Не случайно Е. Н. Трубецкой называет сказку предварением христианского откровения. По его мнению, в русской сказке просто и естественно »совершается превращение волшебного в чудесное в христианском значении слова».

А Иван Ильин отмечает: »… Сказка отвечает нам на самый важный вопрос — о смысле жизни, о судьбе человека, тяготах и опасностях, о мудрости земной, об истинности пути.

Но человек спрашивает сказку как существо в религиозном смысле беспомощное, Бога не постигшее, но уже коснувшееся Зла и страха в жизни…

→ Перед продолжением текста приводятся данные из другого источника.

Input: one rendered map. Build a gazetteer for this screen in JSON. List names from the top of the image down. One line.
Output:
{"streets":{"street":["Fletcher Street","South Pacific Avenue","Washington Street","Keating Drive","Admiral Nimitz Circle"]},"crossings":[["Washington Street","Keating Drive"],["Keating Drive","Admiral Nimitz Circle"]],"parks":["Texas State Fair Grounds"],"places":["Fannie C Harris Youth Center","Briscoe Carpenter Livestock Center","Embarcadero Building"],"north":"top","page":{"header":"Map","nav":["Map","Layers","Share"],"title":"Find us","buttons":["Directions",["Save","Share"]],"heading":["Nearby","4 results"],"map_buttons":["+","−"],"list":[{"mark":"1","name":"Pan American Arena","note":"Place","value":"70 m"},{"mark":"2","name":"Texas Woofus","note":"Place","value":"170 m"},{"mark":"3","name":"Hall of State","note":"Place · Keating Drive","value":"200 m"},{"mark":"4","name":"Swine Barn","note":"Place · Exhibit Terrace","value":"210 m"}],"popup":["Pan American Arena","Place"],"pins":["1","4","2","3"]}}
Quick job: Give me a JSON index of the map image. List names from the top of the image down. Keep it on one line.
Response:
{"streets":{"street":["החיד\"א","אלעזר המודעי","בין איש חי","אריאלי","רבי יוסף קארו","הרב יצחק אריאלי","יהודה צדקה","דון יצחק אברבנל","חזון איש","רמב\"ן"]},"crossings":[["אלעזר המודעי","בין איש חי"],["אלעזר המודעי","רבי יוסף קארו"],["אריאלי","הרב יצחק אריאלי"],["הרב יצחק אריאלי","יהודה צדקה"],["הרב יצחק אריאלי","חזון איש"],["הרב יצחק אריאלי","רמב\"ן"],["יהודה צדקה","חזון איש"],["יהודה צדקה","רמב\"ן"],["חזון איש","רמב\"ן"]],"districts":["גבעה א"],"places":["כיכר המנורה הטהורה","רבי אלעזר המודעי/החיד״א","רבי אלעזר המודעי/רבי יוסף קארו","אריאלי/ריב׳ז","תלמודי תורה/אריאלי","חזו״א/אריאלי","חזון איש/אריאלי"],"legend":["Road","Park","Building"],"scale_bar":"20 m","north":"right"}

Что же касается ответа, то он приходит не из религии, не из Писания или священного предания церкви… Ответ дается из дорелигиозной, магической глубины, где инстинкт, художество и опыт жизни скопили не последнюю, а предпоследнюю национально выраженную мудрость».

Мудрость сказки ведает о том таинственном пределе, подойти к которому могут лишь избранные, сумевшие преодолеть бесконечные расстояния и препятствия, но за которым одних человеческих сил отказывается недостаточно. Герою необходима подмога для достижения цели: и вот, чудесная птица Могол поднимает царевича в заоблачную высь, вещий конь несет Ивана в тридесятое царство, серый волк помогает герою проникнуть в сад за молодильными яблоками.

Мы уже отмечали, что и в сказке о Финисте на помощь Марьюшке, «откуда ни возьмись» приходят животные — проводники: кот, собака и серый волк. Каждый является в свой час, чтобы человеческим языком вымолвить слово поддержки и указать дальнейший путь в тот миг, когда становится особенно страшно, а затем вновь оставляет героиню на ее поприще. Кот и собака помогают Марьюшке преодолеть начальные этапы пути, серый волк переносит ее на своей спине, помогая одолеть последний, самый страшный отрезок.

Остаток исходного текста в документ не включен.